The 'number of times to run' parameter tells the program how many times to run each attack. For the benchmark results the program outputs the average running time over all the runs which is much more accurate than if it were only to do a single run. Therefore, the higher 'number of times to run' is, the more stable and accurate the benchmark results are (but it will take longer to complete.) The 'key size' parameter represents the key size in bits to run the attack on. The bigger the key size, the longer the attacks will take. For the brute force attack this is an exponential relationship. An example of attacks and benchmarks follows. Attacks and benchmarks run 100 times with a key size of 8 bits: $ java Coconut.AkelarreAttacks 100 8 Bruteforce Key (8 bits) Total time (ms): 88 Time - Key Gen Time (ms): 84 Time / run (ms): 0.84 Bit Bruteforce (8 bits) Total time (ms): 201 Time - Key Gen Time (ms):199 Time / run (ms): 1.99

What We Learned
Our group learned a large amount during the course of the project.
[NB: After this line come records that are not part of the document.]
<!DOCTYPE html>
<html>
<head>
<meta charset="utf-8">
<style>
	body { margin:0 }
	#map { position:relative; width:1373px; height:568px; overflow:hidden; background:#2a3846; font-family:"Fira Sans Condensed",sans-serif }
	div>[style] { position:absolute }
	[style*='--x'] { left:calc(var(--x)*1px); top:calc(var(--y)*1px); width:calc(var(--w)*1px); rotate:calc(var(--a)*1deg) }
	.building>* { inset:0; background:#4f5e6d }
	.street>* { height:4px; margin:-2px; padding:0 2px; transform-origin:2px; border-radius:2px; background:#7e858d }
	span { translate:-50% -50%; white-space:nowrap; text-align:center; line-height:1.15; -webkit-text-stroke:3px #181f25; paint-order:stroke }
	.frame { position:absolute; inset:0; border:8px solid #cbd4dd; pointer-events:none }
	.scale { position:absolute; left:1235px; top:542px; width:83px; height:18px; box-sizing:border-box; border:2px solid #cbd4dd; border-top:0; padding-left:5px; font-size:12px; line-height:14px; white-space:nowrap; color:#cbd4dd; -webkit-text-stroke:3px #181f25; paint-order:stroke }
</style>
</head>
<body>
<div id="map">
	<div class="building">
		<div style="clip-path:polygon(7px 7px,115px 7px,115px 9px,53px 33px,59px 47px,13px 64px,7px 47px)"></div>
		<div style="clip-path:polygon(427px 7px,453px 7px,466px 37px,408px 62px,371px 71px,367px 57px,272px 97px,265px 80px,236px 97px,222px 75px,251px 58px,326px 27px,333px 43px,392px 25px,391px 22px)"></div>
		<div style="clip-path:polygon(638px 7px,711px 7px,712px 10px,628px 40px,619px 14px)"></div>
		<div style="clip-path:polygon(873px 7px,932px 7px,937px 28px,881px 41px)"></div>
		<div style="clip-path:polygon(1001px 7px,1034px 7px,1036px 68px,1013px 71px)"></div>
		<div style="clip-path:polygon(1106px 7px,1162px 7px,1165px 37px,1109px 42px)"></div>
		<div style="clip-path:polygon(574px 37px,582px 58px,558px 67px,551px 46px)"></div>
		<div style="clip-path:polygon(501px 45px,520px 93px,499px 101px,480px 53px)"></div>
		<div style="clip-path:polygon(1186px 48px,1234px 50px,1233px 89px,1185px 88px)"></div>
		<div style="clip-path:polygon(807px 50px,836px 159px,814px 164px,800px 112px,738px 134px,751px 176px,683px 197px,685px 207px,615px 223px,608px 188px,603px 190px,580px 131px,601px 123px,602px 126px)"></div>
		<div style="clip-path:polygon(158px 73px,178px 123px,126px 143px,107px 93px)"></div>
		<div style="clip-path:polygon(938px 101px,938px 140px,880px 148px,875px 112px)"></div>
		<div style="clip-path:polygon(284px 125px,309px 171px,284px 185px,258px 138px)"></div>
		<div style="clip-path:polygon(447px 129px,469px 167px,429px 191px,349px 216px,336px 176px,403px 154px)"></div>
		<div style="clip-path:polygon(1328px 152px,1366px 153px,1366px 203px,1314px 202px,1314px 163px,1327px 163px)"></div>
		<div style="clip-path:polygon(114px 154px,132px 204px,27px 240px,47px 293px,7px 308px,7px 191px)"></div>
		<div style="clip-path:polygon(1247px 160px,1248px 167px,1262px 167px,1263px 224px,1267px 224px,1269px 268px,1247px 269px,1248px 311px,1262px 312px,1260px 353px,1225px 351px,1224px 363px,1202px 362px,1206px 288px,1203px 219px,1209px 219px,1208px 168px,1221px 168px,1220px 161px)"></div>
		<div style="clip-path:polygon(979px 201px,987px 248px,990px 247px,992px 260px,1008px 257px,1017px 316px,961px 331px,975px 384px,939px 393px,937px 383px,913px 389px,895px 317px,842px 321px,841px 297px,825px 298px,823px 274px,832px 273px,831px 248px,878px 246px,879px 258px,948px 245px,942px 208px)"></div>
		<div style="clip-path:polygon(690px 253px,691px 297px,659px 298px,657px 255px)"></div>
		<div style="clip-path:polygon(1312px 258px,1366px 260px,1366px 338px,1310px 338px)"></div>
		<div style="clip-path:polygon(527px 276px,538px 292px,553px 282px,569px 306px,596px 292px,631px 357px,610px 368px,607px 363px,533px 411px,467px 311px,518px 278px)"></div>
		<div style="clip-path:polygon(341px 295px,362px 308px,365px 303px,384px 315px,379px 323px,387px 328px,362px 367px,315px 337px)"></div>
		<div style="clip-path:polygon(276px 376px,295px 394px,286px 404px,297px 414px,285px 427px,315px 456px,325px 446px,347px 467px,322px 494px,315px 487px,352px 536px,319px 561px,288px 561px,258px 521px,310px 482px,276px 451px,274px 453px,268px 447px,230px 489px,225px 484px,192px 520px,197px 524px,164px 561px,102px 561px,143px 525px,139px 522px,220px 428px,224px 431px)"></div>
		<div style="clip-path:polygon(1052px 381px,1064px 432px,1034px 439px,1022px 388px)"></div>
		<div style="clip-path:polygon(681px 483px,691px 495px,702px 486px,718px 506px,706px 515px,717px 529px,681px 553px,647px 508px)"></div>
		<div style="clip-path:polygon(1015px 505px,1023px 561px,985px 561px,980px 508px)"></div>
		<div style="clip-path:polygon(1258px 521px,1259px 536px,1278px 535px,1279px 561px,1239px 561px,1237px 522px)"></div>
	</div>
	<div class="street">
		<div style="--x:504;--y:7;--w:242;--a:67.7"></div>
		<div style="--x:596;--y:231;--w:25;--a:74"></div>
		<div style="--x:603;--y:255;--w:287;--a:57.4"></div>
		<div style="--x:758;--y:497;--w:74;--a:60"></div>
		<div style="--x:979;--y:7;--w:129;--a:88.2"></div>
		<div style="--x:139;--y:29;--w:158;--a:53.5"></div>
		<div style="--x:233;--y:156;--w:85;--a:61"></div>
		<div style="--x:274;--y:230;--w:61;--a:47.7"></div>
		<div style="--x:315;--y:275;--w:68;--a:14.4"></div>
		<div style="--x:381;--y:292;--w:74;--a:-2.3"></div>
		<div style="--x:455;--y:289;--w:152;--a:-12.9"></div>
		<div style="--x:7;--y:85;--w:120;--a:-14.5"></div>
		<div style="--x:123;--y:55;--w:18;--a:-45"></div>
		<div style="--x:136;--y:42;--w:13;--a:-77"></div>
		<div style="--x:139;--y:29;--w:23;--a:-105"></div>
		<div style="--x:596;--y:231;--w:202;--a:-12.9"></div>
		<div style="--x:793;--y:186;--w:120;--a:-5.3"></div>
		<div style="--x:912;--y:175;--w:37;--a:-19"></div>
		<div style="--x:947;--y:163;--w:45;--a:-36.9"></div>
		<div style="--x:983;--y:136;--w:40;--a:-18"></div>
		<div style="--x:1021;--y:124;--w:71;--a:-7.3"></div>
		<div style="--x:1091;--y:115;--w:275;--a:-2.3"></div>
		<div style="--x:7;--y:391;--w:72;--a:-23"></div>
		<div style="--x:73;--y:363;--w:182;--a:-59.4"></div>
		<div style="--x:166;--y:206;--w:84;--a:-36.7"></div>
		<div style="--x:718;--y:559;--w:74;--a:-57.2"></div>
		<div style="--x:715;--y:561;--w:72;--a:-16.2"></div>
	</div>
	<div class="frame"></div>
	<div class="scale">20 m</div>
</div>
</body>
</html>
When we were implementing the algorithm we gained a fuller understanding of how everything worked than we otherwise would have. This was because getting the implementation details required reading through numerous papers and trying to interpret what was meant by each. It was a challenge and everyone on the team will at some point have to overcome this challenge in their future careers. During the attack phase we learned a lot about why the authors of the cipher did what they did. It also reinforced the concepts we had previously learned in class and overall made us stronger and more security focused developers.

Future Work
There are a couple of things that our group wanted to accomplish but were unable to given the time constraints of the course. The first thing is that we would have liked to have made the encryption program more useful by adding a mode so that we can encrypt more than individual 128 bit blocks. The second thing that our team would have liked to accomplish is a full strength attack on the cipher. We know from our research papers and the Applied Cryptanalysis book by Mark Stamp that it is possible to get a full strength attack, but with the short amount of time in the course and the difficulty that Mark Stamp himself said was involved in creating a real world attack we were unable to finish it.

Bibliography
Alvarez, Gonzalo, Dolores De la Guia, and Fausto Montoya. "Akelarre: a new Block Cipher Algorithm." Web. De Freitas, D.S., and J.N. "Cryptanalysis of Ake98." Progress in cryptology. Web. Knudsen, Lars, and Vincent Rijmen. "Ciphertext-Only Attack on Akelarre" Cryptologia (2001). Web. Knudsen, Lars, and Vincent Rijmen. "Two rights sometimes make a wrong." Workshop on Selected Areas in Cryptography (SAC'97). Web. Schneier, B., and N. Ferguson. "Cryptanalysis of Akelarre." Workshop on Selected Areas in Cryptography (SAC'97) Workshop Record (1997). Web. Schneier, Bruce. Applied Cryptography Protocols, Algorithms, and Source Code in C, Second Edition. New York: Wiley, 1995. Print. Stamp, Mark, and Richard M. Low. Applied Cryptanalysis Breaking Ciphers in the Real World. New York: WileyIEEE, 2007. Print.